Según los adeptos a los intercambios, éstos volverían a los dos cónyuges más solidarios; ayudarían a romper entre ellos las barreras con un tema de conversación inagotable; tienen un gran secreto en común; tienen necesidad de confiarse mutuamente sus experiencias. Una vez finalizados los intercambios discutirán animadamente sobre los placeres o decepciones experimentados y necesitarán prolongar las reuniones verbalmente. Esta facilidad y esta necesidad de confiarse deshiela las relaciones entre los esposos; su conversación, antes estereoripada y sin brillo, se vuelve más animada; tienen otro tema distinto al dinero o la comida. Ellos mismos se asombran del brillo de vida que anima sus observaciones; es corriente oír: "Antes, apenas hablábamos, en cambio ahora no paramos". Esta costumbre, de decirlo todo y ser transparente después de los intercambios, tiene muchas posibilidades de prolongarse a otras circunstancias. La franqueza y la libertad de expresión se convierten en una regla; tanto el marido como la mujer no temerán ya confesar el vivo atractivo que sienten hacia terceras personas. Cómplices en lo prohibido, se vuelven solidarios y cultivan a partir de entonces su jardín secreto. Después de un crucero o de unas vacaciones en un lugar lejano, donde fueron practicados los intercambios, el matrimonio, de vuelta para largos meses a su pequeña ciudad o barrio, gozará interiormente jugando a padres normales y corrientes. Dirigirse algunas noches a una reunión de intercambio después de una jornada irreprochable da la impresión enriquecedora de vivir dos vidas: no solamente el doctor Correa se convierte en el señor Correa, sino que la señora Elvira, su mujer, se convierte asimismo en la señora de Correa.

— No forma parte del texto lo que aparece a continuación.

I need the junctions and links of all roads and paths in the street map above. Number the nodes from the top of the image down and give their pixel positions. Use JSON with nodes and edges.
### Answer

Perfectamente distendidos después de unas prácticas sexuales gracias a las cuales ya no se sienten insatisfechos, los cónyuges manifiestan más amabilidad entre ellos; el marido deja de refunfuñar y su mujer de protestar por el más mínimo pretexto. Un esposo que deja de ser impotente y una mujer de ser frígida, por una vida sexual comunitaria, se vuelven más amantes y tolerantes el uno hacia el otro. Una pareja feliz a la salida de los intercambios, como unos colegiales después del recreo, manifiesta sin lugar a dudas más facilidad de convivencia con el ambiente que le rodea. Durante los días siguientes, algo quedará de este buen humor entre ellos y con el prójimo. Desde que ellos mismos han encontrado la felicidad sexual, la desearán para todo el mundo. Esa es una de las causas por las cuales en el Ejército está perfectamente entendido el valor de estas prácticas sexuales. El que vio lo bueno que una cosa tiene, también, lo desea para los demás.

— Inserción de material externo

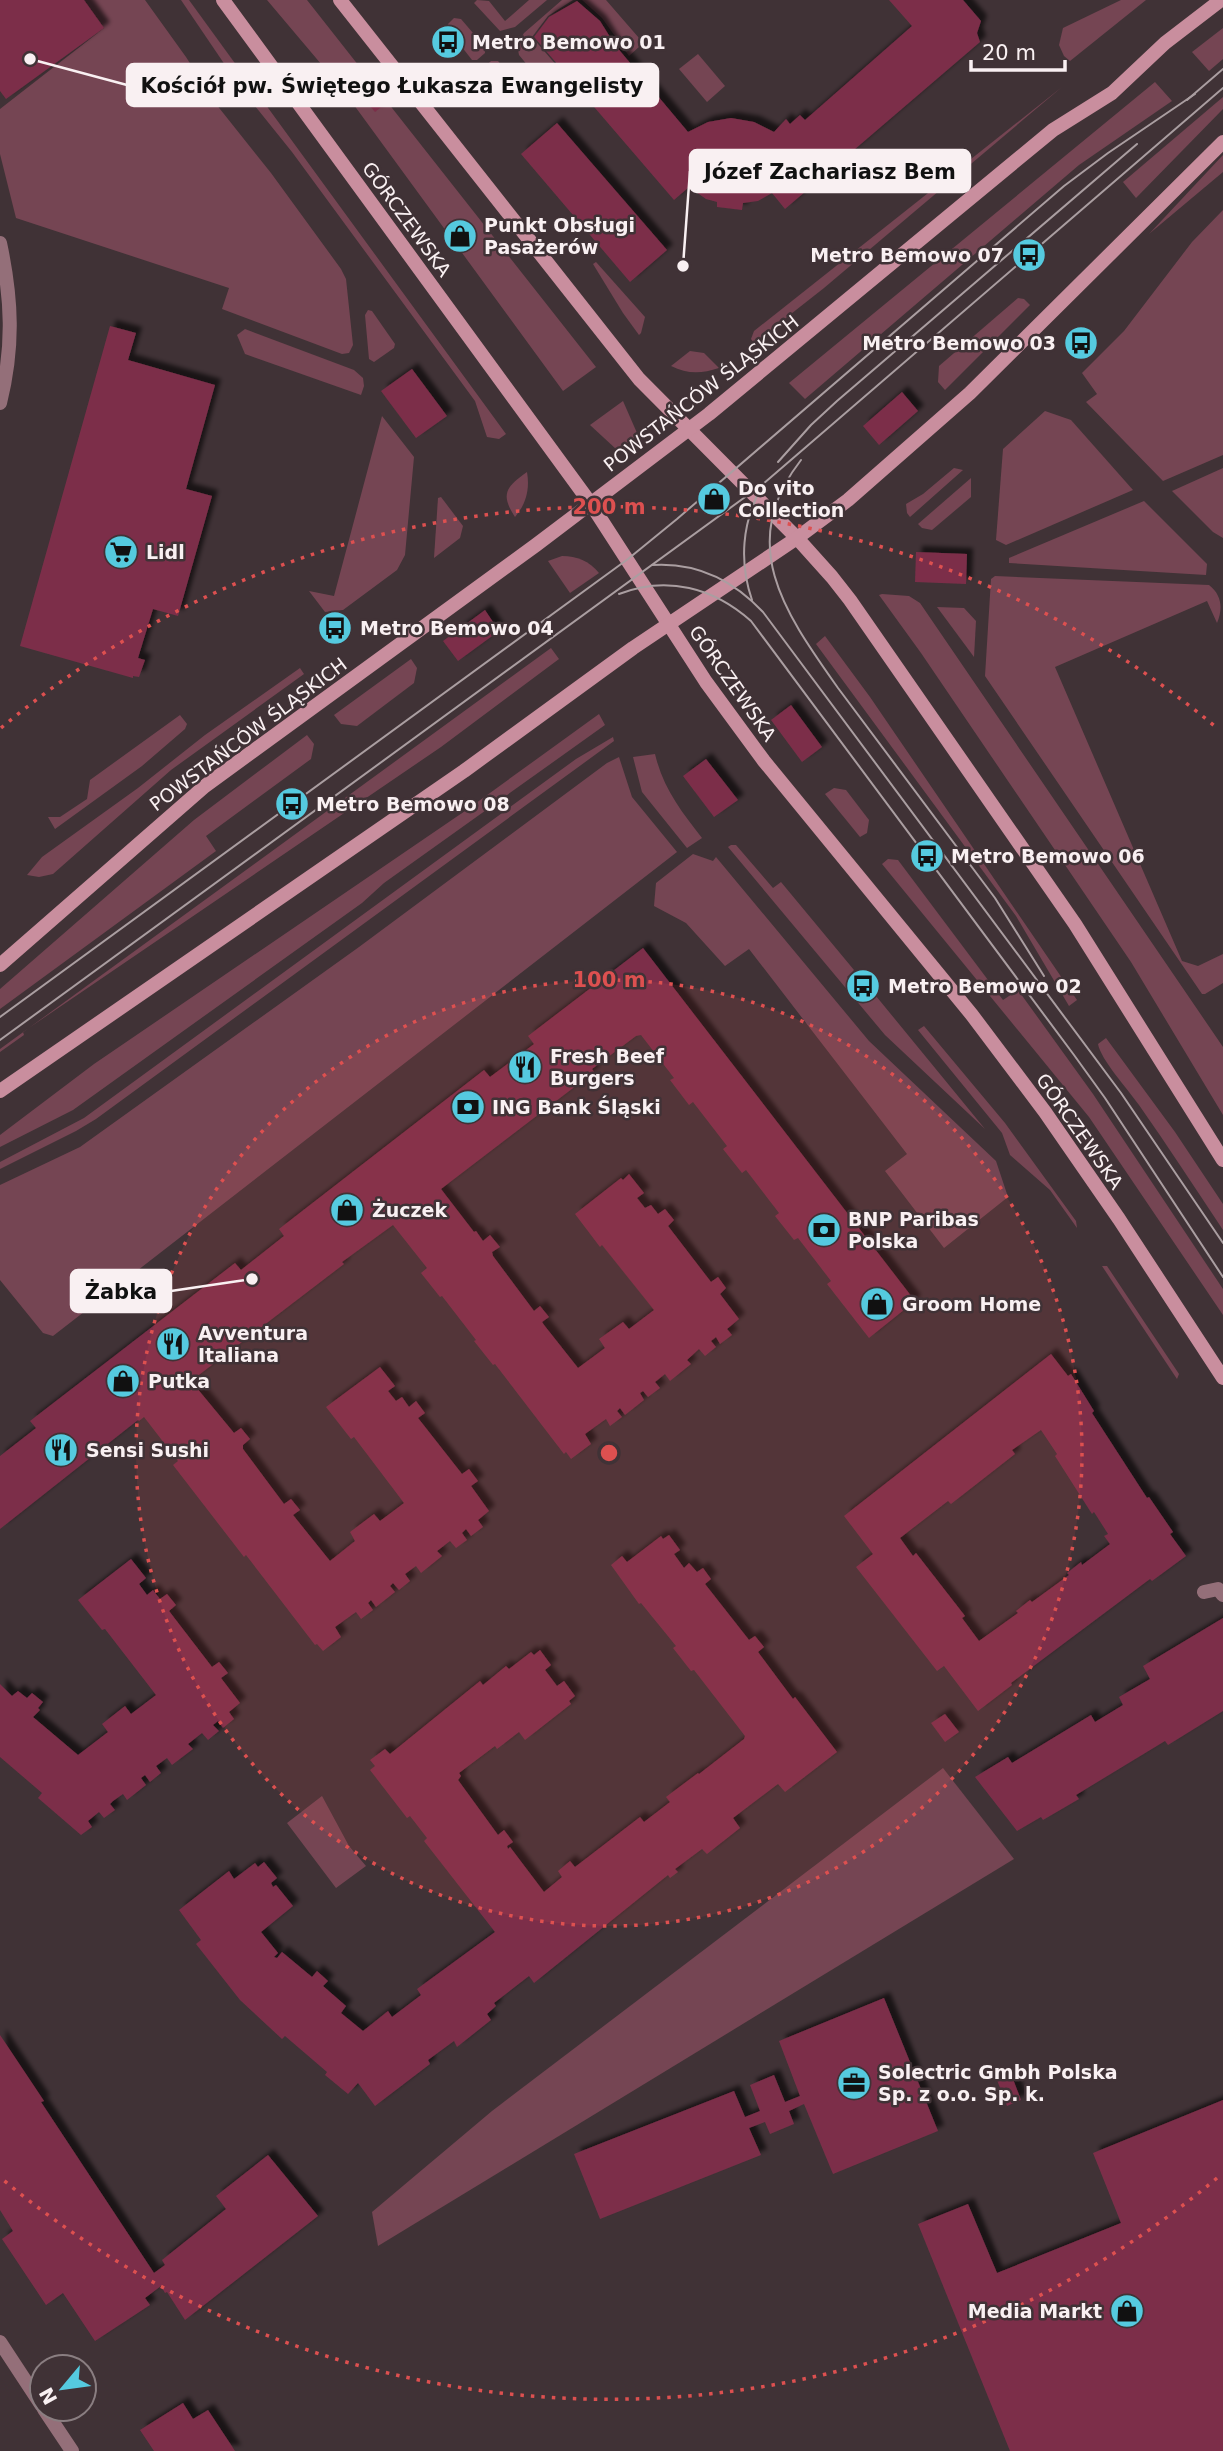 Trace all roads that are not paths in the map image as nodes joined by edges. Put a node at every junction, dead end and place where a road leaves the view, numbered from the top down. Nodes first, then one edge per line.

Una mujer que no ha abandonado a su marido en la clandestinidad de los intercambios, no lo dejará para otras reuniones más inocentes: espectáculos, salidas amistosas y otros, donde, a partir de ese momento, ya no irán cada uno por su lado. De la misma forma que uno se siente más poseedor de un objeto prestado cuando le es devuelto, el practicante del swinger se sentirá más marido de su mujer cuando se la hayan devuelto. Si después de alguna resistencia, ella ha consentido seguirlo a los intercambios, al haber cedido en lo principal, podrá obtener mucho en lo secundario; utilizará su infidelidad en el momento oportuno, a la inversa de la esposa ordinaria que no cesa de recordar su fidelidad para ser recompensada con un exceso de atenciones. Una esposa, incluso perfectamente adaptada a los trueques, pronto comprenderá lo mucho que le interesa dejarse arrancar cada vez su consentimiento para volver: su marido deberá suplicar y prometer siempre para convencerla a acompañarle; para el simple deber conyugal, no ha podido hacer valer esta fuente de rechazo; su marido pronto se resignaría o iría en busca de otra.

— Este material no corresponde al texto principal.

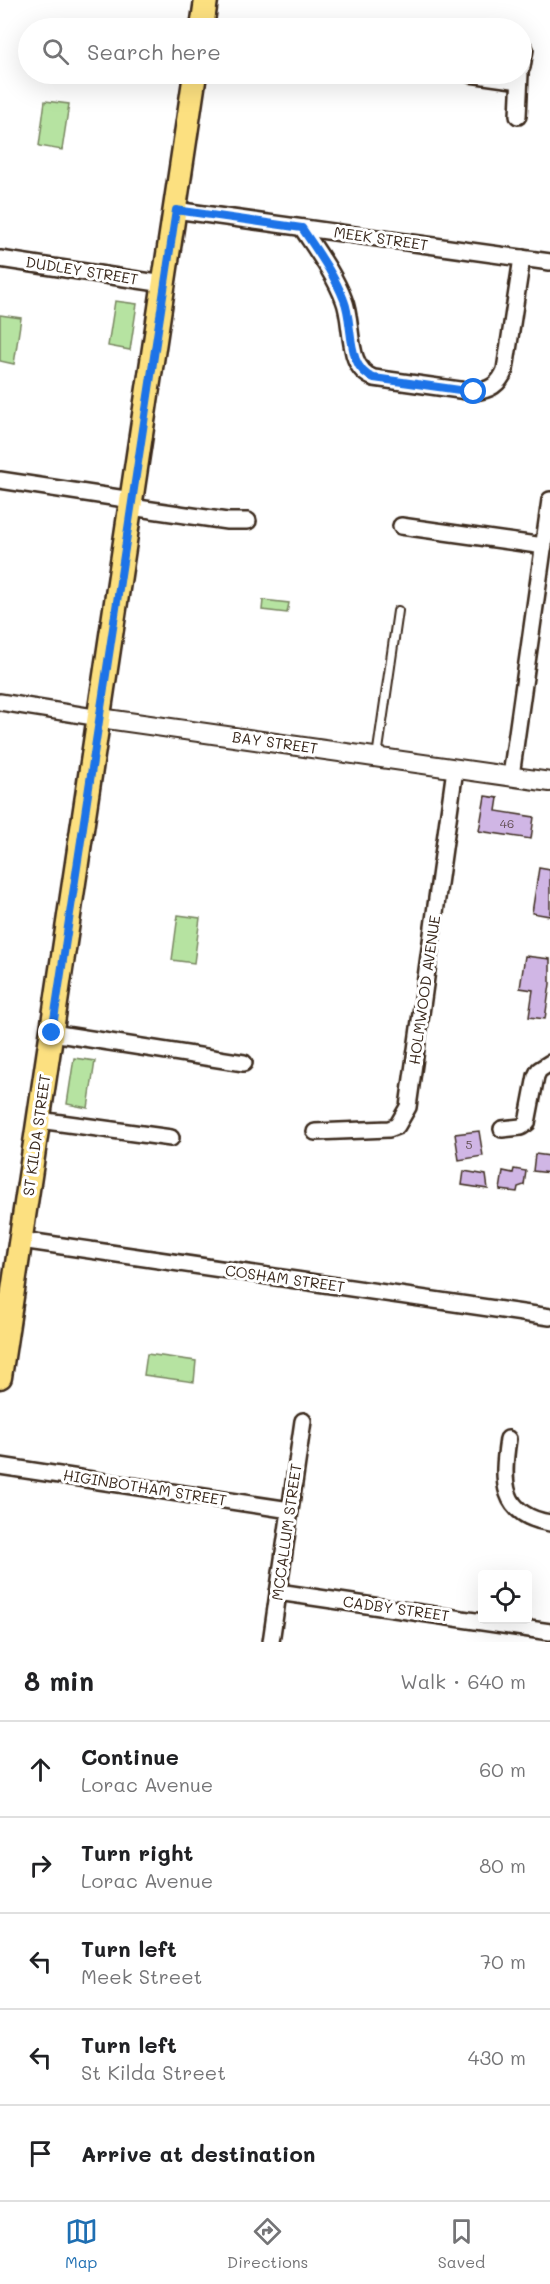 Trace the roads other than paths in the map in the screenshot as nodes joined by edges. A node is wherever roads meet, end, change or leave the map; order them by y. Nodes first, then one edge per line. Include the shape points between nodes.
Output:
1 (206, 0) edge
2 (203, 18) edge
3 (194, 84) edge
4 (520, 84) edge
5 (518, 117) dead end
6 (176, 210) junction
7 (302, 228) junction
8 (522, 258) junction
9 (0, 259) edge
10 (550, 262) edge
11 (164, 284) junction
12 (0, 480) edge
13 (550, 500) edge
14 (132, 503) junction
15 (249, 521) dead end
16 (401, 526) dead end
17 (544, 546) junction
18 (398, 611) dead end
19 (0, 702) edge
20 (100, 718) junction
21 (377, 757) junction
22 (455, 769) junction
23 (511, 776) junction
24 (550, 782) edge
25 (52, 1033) junction
26 (244, 1063) dead end
27 (550, 1063) edge
28 (39, 1120) junction
29 (502, 1129) dead end
30 (315, 1132) dead end
31 (171, 1138) dead end
32 (21, 1240) junction
33 (6, 1304) edge
34 (550, 1317) edge
35 (0, 1377) edge
36 (303, 1421) dead end
37 (508, 1439) dead end
38 (0, 1466) edge
39 (290, 1510) junction
40 (550, 1523) edge
41 (278, 1592) junction
42 (550, 1632) edge
43 (271, 1642) edge

1 - 2 main road
3 - 6 main road, ST KILDA STREET
4 - 5 street
6 - 7 street, MEEK STREET
6 - 11 main road, ST KILDA STREET
7 - 8 street, MEEK STREET
7 - 8 street via 345,303 355,356 365,375 474,392 496,386 505,370
8 - 10 street, MEEK STREET
9 - 11 street, DUDLEY STREET
11 - 14 main road, ST KILDA STREET
12 - 14 street
13 - 17 street
14 - 15 street via 227,521
14 - 20 main road, ST KILDA STREET
16 - 17 street
17 - 23 street
18 - 21 lane
19 - 20 street, BAY STREET
20 - 21 street, BAY STREET
20 - 25 main road, ST KILDA STREET
21 - 22 street, BAY STREET
22 - 23 street, BAY STREET
22 - 30 street, HOLMWOOD AVENUE via 408,1107 397,1126 390,1129
23 - 24 street, BAY STREET
25 - 26 street
25 - 28 main road, ST KILDA STREET
27 - 29 street via 536,1076 527,1122 521,1127
28 - 31 street
28 - 32 main road, ST KILDA STREET
32 - 33 main road, ST KILDA STREET
32 - 34 street, COSHAM STREET
33 - 35 main road, ST KILDA STREET
36 - 39 street, MCCALLUM STREET
37 - 40 street via 503,1472 509,1497 523,1514
38 - 39 street, HIGINBOTHAM STREET
39 - 41 street, MCCALLUM STREET
41 - 42 street, CADBY STREET
41 - 43 street, MCCALLUM STREET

El afecto que se profesan los cónyuges no se vería alterado por los intercambios, según dicen sus adeptos; ya en muchas reuniones, es fácil sorprender entre ellos miradas tan tiernas como cómplices; algunos matrimonios no dejan de mirarse incluso estando unidos con otros; sólo existen el uno para el otro; sus compañeros de turno no son más que instrumentos. A la salida, sorprende, pero es frecuente en el swinger, ver a una pareja casada, incluso practicantes del intercambio desde años, tomada de la mano o de la cintura pasearse a lo largo de las tiendas, espectáculos o restaurantes e incluso entran en ellos como unos jóvenes enamorados. En los intercambios, los matrimonios evitan a toda costa un compromiso emocional con un tercero; para ellos, hacer sexo no es hacer el amor y los trueques no son nada serio ni trascendental; La disponibilidad afectiva está situada entre ellos, ahora todavía más fuerte al haber sido contenida con extraños. Su cuerpo ha sido para otros, los sentimientos son para ellos. Esta fidelidad de corazón es la única que les importa e interesa.
Antes de la práctica de los intercambios, la esposa podía sentir rencor hacia su marido por no haberla despertado sexualmente, una vez ya lo está, puede manifestarle un agradecimiento real por su amplitud de miras, lo que ayuda al afecto. La naturaleza de sus sentimientos es susceptible de cambiar. Antes del swinger, compensaba la insuficiencia de sus reacciones sexuales con un apego infantil, fijada sobre su marido como una niña mimada y posesiva; quería de él que realizase todas las formas del ideal en el que había soñado de un hombre. Mucho más sensual después de haber practicado el intercambio, se hace más mujer; menos hipnotizada por su marido, le profesa un cariño menos receloso y más maduro. A menudo, después de los desbordamientos carnales de los intercambios, se depura y convierte en amistad profunda entre los cónyuges.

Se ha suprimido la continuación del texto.